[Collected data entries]

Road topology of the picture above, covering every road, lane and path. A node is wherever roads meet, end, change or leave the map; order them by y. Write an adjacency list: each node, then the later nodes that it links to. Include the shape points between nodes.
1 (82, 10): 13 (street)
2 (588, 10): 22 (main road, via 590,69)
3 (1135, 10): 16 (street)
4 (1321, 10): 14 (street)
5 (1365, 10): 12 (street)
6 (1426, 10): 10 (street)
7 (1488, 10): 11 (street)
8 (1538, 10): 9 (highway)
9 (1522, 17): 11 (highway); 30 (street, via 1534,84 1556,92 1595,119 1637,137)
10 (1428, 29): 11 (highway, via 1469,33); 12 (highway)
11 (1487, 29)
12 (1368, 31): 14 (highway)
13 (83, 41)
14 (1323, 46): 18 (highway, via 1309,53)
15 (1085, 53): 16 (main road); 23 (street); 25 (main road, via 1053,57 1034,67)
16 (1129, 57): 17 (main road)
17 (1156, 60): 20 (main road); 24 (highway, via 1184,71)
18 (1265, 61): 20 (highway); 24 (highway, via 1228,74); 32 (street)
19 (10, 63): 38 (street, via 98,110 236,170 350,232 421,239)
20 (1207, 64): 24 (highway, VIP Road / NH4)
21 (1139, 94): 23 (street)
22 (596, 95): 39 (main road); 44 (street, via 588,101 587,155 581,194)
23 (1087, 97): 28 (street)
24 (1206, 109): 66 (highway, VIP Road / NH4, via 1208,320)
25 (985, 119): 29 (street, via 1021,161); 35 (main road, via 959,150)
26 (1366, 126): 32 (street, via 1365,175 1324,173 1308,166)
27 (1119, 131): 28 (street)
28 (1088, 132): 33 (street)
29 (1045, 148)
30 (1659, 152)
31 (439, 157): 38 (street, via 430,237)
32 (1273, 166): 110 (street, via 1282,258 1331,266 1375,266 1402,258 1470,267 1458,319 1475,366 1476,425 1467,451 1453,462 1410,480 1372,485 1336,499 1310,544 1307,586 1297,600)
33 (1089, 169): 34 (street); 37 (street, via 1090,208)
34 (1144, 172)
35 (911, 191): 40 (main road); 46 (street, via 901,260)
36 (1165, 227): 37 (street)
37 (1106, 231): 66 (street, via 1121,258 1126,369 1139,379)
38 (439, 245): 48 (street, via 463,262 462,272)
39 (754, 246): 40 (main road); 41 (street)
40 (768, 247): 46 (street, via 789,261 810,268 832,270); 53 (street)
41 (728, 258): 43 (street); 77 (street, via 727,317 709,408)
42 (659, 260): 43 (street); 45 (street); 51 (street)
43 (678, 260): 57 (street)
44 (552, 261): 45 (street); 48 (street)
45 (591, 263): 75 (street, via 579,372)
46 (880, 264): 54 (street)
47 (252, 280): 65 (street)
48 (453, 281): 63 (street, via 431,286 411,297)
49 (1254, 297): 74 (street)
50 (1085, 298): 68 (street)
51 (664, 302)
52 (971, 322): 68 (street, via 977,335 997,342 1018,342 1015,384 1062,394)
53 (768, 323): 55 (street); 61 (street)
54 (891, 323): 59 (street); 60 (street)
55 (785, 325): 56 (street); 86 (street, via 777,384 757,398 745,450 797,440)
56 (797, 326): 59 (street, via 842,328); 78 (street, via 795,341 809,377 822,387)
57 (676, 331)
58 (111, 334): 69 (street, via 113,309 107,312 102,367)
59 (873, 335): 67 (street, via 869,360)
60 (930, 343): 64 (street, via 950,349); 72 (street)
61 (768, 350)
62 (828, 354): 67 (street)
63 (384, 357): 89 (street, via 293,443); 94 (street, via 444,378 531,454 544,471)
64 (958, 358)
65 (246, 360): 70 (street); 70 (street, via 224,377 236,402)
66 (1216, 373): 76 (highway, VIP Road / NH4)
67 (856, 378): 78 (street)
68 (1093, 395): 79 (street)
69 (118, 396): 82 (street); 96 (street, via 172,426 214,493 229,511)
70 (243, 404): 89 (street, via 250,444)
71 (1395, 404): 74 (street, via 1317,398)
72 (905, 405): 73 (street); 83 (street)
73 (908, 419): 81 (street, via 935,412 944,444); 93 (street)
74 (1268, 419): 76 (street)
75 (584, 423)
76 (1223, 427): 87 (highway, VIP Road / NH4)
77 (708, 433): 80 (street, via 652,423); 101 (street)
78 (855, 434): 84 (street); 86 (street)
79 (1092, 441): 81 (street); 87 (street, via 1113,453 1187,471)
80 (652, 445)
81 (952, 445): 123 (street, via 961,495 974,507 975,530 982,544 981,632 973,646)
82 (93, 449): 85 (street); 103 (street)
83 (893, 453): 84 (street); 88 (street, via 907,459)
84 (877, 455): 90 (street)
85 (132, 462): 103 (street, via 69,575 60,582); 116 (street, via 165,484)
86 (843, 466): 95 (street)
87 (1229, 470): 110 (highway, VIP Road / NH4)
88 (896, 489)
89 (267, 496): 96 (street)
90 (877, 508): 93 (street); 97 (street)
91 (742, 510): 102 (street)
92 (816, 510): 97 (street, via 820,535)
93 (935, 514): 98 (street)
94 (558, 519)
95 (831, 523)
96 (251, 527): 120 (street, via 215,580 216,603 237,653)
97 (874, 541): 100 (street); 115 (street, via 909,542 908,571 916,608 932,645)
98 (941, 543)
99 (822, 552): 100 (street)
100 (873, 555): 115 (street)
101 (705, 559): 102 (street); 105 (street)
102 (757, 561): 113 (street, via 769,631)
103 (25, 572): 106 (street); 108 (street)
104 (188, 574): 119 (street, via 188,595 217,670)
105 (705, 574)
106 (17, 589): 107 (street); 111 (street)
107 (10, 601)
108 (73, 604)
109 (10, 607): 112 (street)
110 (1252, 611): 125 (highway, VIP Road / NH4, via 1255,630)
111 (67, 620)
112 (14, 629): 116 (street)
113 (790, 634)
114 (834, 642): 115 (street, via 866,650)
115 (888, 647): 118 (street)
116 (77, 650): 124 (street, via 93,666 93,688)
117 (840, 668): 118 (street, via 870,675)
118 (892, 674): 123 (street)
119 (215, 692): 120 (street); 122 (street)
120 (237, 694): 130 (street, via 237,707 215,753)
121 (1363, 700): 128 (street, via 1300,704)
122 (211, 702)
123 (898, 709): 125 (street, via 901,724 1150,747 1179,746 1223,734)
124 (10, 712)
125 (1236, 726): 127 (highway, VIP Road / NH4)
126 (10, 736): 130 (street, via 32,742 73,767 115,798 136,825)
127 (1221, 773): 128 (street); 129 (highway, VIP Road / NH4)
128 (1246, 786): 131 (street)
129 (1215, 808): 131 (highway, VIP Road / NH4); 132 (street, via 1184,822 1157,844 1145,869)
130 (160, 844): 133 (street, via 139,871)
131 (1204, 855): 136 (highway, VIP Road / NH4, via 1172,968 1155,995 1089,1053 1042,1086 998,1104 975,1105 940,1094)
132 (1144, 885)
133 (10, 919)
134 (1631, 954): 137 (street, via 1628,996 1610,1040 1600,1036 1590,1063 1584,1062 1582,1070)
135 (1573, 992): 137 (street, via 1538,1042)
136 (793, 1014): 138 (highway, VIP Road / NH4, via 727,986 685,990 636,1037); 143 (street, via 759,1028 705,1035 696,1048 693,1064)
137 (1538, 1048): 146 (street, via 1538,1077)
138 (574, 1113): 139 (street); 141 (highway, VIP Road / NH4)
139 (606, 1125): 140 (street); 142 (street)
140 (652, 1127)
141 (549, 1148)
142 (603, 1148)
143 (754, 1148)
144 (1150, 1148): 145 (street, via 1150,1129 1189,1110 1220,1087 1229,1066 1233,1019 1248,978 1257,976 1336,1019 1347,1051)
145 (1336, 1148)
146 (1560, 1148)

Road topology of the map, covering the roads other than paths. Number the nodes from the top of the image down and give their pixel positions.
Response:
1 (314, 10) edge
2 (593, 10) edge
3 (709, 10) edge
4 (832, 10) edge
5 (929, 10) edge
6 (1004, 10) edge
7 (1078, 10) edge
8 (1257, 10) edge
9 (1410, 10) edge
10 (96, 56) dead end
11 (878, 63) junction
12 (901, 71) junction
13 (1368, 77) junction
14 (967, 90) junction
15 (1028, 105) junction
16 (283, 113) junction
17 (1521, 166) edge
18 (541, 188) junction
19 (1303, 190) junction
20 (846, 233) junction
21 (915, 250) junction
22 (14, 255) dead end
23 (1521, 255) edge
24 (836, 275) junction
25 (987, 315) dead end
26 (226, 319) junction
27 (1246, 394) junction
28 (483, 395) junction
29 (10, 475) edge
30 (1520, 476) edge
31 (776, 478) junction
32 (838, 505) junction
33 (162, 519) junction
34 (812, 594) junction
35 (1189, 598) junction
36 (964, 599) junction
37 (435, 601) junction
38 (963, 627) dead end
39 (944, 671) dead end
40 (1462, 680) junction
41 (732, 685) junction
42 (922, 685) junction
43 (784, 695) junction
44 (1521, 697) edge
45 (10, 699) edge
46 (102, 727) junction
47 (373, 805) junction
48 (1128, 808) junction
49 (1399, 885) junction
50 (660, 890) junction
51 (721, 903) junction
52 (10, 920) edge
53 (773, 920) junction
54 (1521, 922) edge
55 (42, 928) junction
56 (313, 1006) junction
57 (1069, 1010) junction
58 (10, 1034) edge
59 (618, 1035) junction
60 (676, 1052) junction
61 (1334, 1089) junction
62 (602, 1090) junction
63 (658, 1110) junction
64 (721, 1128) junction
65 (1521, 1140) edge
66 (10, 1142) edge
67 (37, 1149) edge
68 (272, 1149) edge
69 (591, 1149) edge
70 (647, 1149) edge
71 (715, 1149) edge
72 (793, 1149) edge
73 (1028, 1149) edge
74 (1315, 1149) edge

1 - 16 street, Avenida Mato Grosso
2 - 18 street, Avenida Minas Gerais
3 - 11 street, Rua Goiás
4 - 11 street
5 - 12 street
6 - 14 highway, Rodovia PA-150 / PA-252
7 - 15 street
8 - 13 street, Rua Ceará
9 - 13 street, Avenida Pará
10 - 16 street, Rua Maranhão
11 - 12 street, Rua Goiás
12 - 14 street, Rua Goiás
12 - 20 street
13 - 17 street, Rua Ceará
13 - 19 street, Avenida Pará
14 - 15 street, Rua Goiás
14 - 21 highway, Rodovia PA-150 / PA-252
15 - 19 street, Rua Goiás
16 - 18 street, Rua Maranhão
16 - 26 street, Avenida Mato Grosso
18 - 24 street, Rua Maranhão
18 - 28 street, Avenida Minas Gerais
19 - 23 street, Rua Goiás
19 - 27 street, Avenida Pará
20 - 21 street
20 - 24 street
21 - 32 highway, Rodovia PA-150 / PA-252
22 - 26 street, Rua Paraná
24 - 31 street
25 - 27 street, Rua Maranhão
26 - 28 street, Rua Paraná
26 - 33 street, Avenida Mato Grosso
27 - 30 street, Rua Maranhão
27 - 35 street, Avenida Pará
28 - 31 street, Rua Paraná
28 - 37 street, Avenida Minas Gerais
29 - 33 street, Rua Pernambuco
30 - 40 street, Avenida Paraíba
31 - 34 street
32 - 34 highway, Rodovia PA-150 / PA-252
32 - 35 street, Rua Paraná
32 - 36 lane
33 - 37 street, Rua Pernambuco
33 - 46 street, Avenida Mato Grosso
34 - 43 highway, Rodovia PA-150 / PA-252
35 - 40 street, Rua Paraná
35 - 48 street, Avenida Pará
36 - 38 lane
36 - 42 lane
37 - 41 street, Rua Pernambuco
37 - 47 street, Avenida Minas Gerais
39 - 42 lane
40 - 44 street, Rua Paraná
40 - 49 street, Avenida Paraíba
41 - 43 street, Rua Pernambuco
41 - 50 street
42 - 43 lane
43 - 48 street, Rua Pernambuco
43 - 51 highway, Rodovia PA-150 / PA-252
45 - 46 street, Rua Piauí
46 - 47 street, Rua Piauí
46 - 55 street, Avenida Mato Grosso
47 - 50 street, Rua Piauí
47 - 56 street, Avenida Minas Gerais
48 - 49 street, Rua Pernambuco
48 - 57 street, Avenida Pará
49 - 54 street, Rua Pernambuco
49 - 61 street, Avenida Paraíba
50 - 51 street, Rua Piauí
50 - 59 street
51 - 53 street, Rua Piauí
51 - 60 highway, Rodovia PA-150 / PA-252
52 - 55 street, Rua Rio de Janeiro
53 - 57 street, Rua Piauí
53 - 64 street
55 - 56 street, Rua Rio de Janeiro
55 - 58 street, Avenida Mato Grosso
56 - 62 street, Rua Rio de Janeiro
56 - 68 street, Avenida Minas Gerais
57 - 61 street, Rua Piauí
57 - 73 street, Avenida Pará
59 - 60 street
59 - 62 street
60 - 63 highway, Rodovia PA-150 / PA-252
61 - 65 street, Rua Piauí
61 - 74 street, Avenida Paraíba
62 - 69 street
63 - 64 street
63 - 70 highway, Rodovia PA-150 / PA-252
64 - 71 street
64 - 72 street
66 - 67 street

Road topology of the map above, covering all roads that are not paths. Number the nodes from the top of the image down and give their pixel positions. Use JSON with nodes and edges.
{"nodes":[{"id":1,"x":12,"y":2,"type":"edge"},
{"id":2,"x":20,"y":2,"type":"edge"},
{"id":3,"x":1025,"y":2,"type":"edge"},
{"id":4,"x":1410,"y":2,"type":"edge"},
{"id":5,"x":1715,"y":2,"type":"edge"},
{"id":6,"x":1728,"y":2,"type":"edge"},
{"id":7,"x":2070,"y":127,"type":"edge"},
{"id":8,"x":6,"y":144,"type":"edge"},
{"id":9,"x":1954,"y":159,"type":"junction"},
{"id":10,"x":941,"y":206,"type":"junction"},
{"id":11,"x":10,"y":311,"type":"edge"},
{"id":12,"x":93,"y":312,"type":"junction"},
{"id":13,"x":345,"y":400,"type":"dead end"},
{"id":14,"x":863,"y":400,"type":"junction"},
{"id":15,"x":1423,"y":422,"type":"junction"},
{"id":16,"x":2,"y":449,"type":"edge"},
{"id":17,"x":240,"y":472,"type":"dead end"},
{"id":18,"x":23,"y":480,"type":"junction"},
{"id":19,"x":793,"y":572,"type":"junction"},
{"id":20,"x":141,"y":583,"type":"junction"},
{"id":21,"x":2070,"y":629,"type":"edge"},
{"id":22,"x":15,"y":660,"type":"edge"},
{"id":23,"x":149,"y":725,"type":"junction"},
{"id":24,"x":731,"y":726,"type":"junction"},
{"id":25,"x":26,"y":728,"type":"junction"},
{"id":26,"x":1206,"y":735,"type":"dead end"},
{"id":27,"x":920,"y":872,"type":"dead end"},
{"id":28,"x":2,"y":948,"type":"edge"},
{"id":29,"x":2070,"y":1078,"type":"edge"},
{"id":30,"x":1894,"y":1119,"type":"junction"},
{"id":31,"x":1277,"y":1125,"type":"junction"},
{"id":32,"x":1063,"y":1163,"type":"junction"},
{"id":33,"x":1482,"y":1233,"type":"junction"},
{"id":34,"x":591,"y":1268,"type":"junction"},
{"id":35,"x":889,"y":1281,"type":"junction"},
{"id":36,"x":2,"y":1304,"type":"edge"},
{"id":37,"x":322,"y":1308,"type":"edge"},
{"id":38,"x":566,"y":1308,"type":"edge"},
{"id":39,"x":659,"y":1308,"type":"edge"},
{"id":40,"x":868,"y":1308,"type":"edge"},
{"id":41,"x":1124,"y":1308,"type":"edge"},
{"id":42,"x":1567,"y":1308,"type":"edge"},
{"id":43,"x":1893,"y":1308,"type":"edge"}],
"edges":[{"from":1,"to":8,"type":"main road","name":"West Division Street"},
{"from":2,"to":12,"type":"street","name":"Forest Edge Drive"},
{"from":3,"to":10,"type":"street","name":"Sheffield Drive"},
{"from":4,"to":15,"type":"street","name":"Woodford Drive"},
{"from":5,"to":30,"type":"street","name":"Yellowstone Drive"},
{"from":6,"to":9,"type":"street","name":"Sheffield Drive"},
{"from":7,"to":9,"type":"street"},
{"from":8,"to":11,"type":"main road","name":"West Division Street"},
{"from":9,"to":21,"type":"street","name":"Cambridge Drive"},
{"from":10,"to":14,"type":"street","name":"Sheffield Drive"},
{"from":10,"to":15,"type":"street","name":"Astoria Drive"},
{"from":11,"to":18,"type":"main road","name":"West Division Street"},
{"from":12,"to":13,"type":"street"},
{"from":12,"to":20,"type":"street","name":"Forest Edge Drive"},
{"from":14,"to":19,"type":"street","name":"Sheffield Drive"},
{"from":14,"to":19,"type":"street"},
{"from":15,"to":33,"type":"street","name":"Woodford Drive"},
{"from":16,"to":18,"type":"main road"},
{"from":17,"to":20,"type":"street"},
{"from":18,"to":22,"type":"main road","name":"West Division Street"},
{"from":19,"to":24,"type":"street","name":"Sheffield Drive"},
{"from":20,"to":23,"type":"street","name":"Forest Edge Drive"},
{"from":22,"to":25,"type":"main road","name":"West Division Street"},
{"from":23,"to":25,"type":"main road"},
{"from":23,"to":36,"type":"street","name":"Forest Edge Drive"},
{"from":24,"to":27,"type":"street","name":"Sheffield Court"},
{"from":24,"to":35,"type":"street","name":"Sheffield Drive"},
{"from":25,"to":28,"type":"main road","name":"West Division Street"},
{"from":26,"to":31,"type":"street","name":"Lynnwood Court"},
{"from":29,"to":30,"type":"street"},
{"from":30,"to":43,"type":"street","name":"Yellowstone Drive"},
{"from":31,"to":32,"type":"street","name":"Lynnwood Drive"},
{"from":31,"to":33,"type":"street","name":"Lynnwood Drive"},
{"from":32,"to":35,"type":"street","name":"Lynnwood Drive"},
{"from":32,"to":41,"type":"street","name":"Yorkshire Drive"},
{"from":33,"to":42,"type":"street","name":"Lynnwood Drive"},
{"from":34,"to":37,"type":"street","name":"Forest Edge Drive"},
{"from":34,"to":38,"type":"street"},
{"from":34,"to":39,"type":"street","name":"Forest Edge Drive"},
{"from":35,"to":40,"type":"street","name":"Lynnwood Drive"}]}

Directions: What lines in the data above carry "edges"? Return them all.

Your response:
Road topology of the map above, covering all roads that are not paths. Number the nodes from the top of the image down and give their pixel positions. Use JSON with nodes and edges.
"edges":[{"from":1,"to":8,"type":"main road","name":"West Division Street"},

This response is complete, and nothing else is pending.